Dünyanın barışı ve huzuru için yaşayan ve yaşatan bir ülke olduklarının anlatan Kirşçi, açıklamasında şunları kaydetti:
"Bugün bir batılı bir ülkenin Cumhurbaşkanı, Cumhurbaşkanımız ile ilgili 'Siz herkesle görüşebilen dünyadaki az sayılı liderlerden birisiniz, hatta teksiniz' demesinin bize getirdiği bir sorumluluk var. Biz sadece kendimiz için yaşamıyoruz. Biz dünya için dünyanın barışı için dünyanın huzuru için yaşayan yaşatan bir ülke konumundayız. Tabii bu kendiliğinden durup dururken Türkiye böyle ülke konumuna gelmedi. Yerlilik ve millilik oranlarıyla ülkelerin vesayetten kurtuluşları arasında birebir ilişki vardır. Bu vesayetten kurtulmak için mutlaka bir irade gerekir. Bu irade, Sayın Cumhurbaşkanımız tarafından bu irade ilk günden itibaren gösterildi."
"Yerli ve milli ürünü bütün kamuoyu ile paylaşan bir hükümetimiz, bir ülkemiz var"
Dünyanın Türkiye'ye ihtiyacının olduğunu anlatan Kirşçi, "Dünya, Türkiye'ye muhtaç. Türkiye'ye ihtiyacı var.

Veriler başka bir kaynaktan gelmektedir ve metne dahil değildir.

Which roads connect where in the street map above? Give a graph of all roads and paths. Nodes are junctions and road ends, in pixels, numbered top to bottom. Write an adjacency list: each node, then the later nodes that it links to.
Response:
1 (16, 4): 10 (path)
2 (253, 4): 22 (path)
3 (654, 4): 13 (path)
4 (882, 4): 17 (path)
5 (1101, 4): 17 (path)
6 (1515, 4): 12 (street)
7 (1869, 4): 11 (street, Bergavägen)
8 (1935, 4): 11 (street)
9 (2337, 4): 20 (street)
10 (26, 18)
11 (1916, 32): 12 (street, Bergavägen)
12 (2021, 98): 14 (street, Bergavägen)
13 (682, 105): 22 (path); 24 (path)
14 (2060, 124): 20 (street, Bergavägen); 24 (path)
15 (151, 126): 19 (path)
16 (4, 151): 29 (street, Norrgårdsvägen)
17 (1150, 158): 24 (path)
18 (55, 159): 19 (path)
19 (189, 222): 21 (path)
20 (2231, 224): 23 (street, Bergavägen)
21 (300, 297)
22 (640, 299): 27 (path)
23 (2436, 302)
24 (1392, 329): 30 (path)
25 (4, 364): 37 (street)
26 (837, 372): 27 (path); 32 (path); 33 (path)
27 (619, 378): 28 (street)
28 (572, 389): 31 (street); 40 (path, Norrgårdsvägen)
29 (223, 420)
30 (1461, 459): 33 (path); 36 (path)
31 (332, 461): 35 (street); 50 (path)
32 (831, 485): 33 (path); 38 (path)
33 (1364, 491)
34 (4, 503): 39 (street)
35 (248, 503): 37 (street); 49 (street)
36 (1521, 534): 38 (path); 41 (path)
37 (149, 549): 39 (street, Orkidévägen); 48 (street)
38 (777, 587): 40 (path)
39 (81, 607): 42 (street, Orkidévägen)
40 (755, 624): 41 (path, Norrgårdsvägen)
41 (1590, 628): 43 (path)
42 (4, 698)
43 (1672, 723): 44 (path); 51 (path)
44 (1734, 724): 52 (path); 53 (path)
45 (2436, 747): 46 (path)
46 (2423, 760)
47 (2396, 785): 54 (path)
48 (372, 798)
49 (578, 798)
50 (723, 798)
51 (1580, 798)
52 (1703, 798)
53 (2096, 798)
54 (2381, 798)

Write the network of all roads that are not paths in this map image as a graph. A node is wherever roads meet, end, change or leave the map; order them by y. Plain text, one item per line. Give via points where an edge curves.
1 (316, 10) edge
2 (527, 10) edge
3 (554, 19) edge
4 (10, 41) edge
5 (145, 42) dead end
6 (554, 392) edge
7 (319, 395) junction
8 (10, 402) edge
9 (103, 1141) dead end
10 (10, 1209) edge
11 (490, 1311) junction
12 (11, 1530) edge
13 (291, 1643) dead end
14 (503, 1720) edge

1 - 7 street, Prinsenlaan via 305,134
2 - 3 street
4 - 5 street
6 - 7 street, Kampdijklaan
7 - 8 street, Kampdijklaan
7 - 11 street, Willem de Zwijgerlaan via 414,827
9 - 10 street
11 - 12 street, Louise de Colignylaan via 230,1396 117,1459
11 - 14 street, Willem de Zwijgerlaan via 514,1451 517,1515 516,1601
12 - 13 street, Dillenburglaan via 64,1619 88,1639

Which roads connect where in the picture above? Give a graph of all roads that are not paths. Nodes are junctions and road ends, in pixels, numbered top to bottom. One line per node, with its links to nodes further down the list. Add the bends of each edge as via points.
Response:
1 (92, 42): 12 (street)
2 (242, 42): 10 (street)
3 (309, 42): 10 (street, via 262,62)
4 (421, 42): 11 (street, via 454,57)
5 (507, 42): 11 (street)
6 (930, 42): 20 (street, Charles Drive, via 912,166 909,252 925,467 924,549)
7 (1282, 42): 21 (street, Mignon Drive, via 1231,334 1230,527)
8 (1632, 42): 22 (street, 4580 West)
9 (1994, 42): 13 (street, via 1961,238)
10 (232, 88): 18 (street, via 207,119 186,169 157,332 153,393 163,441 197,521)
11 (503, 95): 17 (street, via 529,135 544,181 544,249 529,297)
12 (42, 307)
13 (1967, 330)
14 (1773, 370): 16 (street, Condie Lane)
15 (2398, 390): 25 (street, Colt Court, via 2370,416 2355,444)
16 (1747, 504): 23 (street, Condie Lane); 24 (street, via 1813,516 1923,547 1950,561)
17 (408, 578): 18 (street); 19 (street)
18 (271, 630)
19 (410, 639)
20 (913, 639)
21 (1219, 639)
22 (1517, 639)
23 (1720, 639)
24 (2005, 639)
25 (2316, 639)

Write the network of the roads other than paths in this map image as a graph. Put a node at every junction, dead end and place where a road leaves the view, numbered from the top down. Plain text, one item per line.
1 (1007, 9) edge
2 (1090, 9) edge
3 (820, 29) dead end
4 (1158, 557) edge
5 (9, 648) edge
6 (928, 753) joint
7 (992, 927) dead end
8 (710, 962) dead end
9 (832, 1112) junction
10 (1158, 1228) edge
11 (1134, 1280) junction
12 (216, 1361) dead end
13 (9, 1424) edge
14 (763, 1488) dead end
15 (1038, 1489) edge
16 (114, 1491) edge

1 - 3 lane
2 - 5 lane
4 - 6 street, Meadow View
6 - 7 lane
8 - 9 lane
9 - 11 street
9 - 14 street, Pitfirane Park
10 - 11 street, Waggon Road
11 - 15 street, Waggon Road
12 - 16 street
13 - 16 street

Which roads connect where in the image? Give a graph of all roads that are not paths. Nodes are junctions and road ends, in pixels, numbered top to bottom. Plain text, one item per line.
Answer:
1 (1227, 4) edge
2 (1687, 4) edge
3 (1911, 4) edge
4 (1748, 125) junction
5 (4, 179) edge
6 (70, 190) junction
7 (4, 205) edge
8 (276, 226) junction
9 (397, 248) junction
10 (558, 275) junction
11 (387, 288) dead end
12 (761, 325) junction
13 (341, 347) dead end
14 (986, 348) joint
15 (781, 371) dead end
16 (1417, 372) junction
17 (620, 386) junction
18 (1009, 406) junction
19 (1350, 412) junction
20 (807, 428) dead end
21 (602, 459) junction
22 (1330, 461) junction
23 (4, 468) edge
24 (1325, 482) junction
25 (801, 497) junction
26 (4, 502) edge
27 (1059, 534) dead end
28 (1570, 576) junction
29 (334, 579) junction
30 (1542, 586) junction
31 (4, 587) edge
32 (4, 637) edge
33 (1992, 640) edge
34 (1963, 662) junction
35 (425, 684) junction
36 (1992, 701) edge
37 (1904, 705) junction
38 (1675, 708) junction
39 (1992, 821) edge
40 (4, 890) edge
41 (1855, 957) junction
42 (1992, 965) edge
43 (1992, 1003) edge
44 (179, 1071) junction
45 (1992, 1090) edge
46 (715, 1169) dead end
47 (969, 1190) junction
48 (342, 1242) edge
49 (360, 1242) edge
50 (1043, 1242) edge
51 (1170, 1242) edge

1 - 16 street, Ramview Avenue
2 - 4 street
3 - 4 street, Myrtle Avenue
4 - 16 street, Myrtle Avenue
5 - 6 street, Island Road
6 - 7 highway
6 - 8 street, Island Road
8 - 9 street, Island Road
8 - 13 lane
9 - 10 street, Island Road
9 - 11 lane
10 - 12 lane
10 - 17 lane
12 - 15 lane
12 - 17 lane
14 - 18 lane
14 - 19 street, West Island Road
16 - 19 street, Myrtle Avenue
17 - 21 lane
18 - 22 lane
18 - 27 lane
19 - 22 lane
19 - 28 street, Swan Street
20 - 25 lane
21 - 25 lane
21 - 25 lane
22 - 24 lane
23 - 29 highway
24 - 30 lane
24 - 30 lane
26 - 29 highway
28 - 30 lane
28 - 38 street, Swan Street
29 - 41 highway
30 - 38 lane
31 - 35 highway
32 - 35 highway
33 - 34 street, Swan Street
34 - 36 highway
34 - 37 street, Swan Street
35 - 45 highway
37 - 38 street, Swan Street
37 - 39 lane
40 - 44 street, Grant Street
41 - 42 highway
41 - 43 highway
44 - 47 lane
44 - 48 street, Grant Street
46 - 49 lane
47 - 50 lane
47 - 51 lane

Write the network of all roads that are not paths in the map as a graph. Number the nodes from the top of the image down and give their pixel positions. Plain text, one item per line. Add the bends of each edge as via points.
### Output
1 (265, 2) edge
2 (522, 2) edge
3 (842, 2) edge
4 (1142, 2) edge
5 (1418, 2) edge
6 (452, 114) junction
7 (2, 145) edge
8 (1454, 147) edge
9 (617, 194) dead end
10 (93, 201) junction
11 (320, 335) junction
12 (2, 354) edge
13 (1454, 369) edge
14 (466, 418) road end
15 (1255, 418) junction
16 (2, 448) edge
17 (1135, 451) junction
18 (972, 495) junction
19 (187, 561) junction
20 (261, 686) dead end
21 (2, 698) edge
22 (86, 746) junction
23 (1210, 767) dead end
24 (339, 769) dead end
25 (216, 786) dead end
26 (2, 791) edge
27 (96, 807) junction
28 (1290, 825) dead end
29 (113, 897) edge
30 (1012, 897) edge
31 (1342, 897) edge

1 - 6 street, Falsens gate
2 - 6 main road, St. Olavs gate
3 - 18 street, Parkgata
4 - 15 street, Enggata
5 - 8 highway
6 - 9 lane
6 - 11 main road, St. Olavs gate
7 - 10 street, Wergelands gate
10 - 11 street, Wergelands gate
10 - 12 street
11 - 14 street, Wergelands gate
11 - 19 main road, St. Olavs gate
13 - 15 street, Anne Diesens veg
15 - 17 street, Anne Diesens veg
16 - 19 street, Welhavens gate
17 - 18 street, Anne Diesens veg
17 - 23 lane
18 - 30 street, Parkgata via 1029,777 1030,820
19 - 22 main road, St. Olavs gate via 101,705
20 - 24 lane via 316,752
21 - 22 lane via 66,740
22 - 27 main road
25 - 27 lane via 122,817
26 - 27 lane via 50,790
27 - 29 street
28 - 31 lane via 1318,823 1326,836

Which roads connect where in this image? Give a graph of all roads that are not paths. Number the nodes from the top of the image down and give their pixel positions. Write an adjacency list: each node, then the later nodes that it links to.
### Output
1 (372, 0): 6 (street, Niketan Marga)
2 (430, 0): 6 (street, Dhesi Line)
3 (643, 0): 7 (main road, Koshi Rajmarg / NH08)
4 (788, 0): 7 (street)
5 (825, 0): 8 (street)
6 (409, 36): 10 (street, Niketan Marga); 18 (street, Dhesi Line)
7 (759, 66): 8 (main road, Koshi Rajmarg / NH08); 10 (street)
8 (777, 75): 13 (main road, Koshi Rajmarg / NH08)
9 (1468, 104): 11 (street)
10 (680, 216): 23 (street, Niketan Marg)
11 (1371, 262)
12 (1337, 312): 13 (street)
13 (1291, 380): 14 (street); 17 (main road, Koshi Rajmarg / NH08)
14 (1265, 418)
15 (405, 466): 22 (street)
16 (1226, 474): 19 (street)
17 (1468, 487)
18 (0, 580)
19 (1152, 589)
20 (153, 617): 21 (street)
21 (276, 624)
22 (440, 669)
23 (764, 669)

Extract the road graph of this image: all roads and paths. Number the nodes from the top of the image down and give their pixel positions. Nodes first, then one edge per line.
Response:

Bu yerlilik ve millilik kısmı konusunda artık her gün yeni yerli ve milli ürünü bütün kamuoyu ile paylaşan bir hükümetimiz, bir ülkemiz var. Bugün makam aracı olarak her bir bakanlığa verilen 'TOGG otomobili' ile Ankara'nın içinde seyahat ettiğimizde ben vatandaşlarımızın gözünde büyük bir pırıltı gördüm. O da şu; biz yıllarca başka ülkelerin ürettikleri otomobillerle karşılandık uğurlandık yurtdışı seyahatlerimizde. Hep hayıflandık, 'Bizim kendi otomobilimiz niye olmaz?' diye" ifadesini kullandı.
"Savunma sanayimiz yerli ve milli"
Bakan Kirişçi, "Artık ben şunu ifade ediyorum. Kelime kalmadı bizim bu mühimmatlarla ilgili. Savunma sanayisindeki araç ve gereçlerle ilgili. Bütün bu ifadeleri, bütün tanımlamaları, isimleri, her yeni ürettiğimiz ürün için kullandık. 'Kızılema'sından 'Anadolu Gemisi'ne varana kadar, 'Kartal'ından 'Altay Tankı'na varana kadar. Aklınıza gelebilecek bütün mühimmat yüzde 80 düzeyinde yerlilik ve millilik oluştu" dedi.